個人再生のうち給与所得者等再生は基本的に影響なし

個人再生のうち給与所得者等再生の方は、小規模個人再生のように債権者の反対が影響することはありません。

そのため基本的にはカード現金化による影響は受けないと考えて良いでしょう。

ただし、給与所得者等再生を利用するにはいくつかネックになる条件があります。

まず、債権者に最低でも弁済しなければならない「最低弁済額」が高くなることが多いということです。

ケースにもよりますが、「可処分所得の二年分以上」が最低弁済額に設定されるケースが多くなるので、お金に困っている現金化利用者がこの条件をクリアできるかという問題です。

可処分所得は収入から税金や社会保険料、最低限の生活費などを差し引いたものですが、二年分というのはかなり大きな額です。

事案によっては、最低弁済額の基準が「可処分所得の二年分以上」よりも低い価額に設定されることもありますが、いずれにしても最低弁済額を満たせなければ給与所得者等再生を利用することができません。

カード現金化が直接、給与所得者等再生の利用を不可能にするわけではなく、制度利用にかかる条件をみたせるかどうかが問題になるということですね。

自己破産は免責されない可能性が

任意整理も個人再生もできないような大きな債務を負った人を救う最後の手段が自己破産です。

とても頼りになるセーフティネットですが、クレジットカード現金化をしたことで自己破産もできなくなる可能性があります。
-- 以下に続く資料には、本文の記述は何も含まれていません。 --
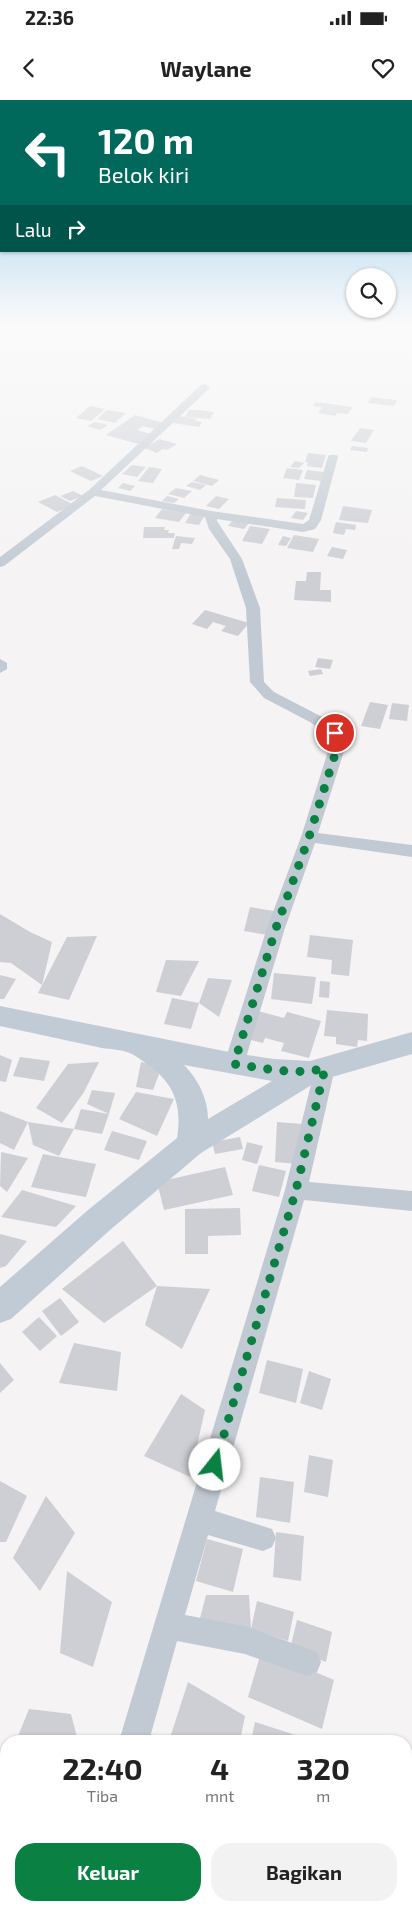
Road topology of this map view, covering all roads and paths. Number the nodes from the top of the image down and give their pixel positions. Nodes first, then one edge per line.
1 (181, 410) edge
2 (333, 456) dead end
3 (93, 492) junction
4 (211, 515) junction
5 (0, 563) edge
6 (0, 663) edge
7 (0, 669) edge
8 (309, 837) junction
9 (412, 851) edge
10 (0, 1016) edge
11 (412, 1042) edge
12 (136, 1044) junction
13 (234, 1064) junction
14 (318, 1070) junction
15 (191, 1144) junction
16 (296, 1190) junction
17 (412, 1201) edge
18 (0, 1308) edge
19 (199, 1520) junction
20 (263, 1538) dead end
21 (168, 1626) junction
22 (307, 1662) dead end
23 (136, 1735) edge

1 - 3 street
2 - 4 street
3 - 4 street
3 - 5 street
4 - 8 street
6 - 7 street
8 - 9 street
8 - 13 street
10 - 12 main road
11 - 14 main road
12 - 13 main road
12 - 15 main road
13 - 14 main road
14 - 15 main road
14 - 16 street
15 - 18 main road
16 - 17 street
16 - 19 street
19 - 20 street
19 - 21 street
21 - 22 street
21 - 23 street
自己破産は原則すべての借金を帳消しにしてくれる強力な作用がありますが、反対に債権者からすれば債権回収ができなくなるという大きなダメージを負うものです。

そのため、ギャンブルや浪費など債務者の自己責任の度合いが強い事由(免責不許可事由といいます)がある場合は自己破産を認めないというルールになっています。

クレジットカードを現金化する行為も免責不許可事由にあたるため、自己破産を行うのは難しくなります。

ただ、自己破産には裁量免責というものが認められていて、裁判官の裁量によって特別に自己破産を認めてもらえる可能性はあります。

クレジットカード現金化をしてしまったとしても、回数も少なく悪質性があまりない、そして本人がしっかり反省しており今後はまじめに生活再建に取り組む姿勢が見られるようなケースでは、裁量免責によって自己破産を認めてもらえる可能性があります。

なお自己破産が認められるとしても、現金化を行っている場合「管財事件」の扱いになることが多いことも承知しておく必要があります。

通常、管財事件は自己破産をする人に財産がある場合に適用され、破産管財人が財産の有無や価額を調査して債権者に対する配当に充てるための事務を行います。

生活苦で自己破産を考える個人の場合、多くは財産が無いので管財事件ではなく、同時廃止という手続きを取ることが多いので、この場合は時間や費用はかかりません。

しかしカード現金化を行っている場合、本人の財産を詳しく調査する必要があると判断され管財事件扱いになることが多くなります。

そうすると、裁判所に対して数十万円の予納金を納めなければならなかったり、自分あての郵便物が管財人に転送されるなどいくつかのデメリットも生じてきます。

まとめ

本章ではクレジットカードの現金化を行ったことで、債務整理ができなくなる可能性について見てきました。

任意整理は債権者の心証悪化、個人再生は小規模個人再生を利用する場合の債権者の反対、自己破産は免責不許可事由などで直接的な影響が出ます。

個人再生の給与所得者等再生は直接の影響はありませんが、制度的な条件を満たせるかが問題になります。

クレジットカードの現金化は手元に現金を用意できる方法として便利ではあるものの、基本的には連続で利用したり、頻繁に行うことは避けなければいけません。

カード会社にバレないようにということもありますが、自らの生活を圧迫する恐れがあることが大きな理由です。

特に、すでに債務整理を考えなければいけないような事案では、カード現金化によって債務整理ができなくなる恐れもありますから、慎重な判断が求められます。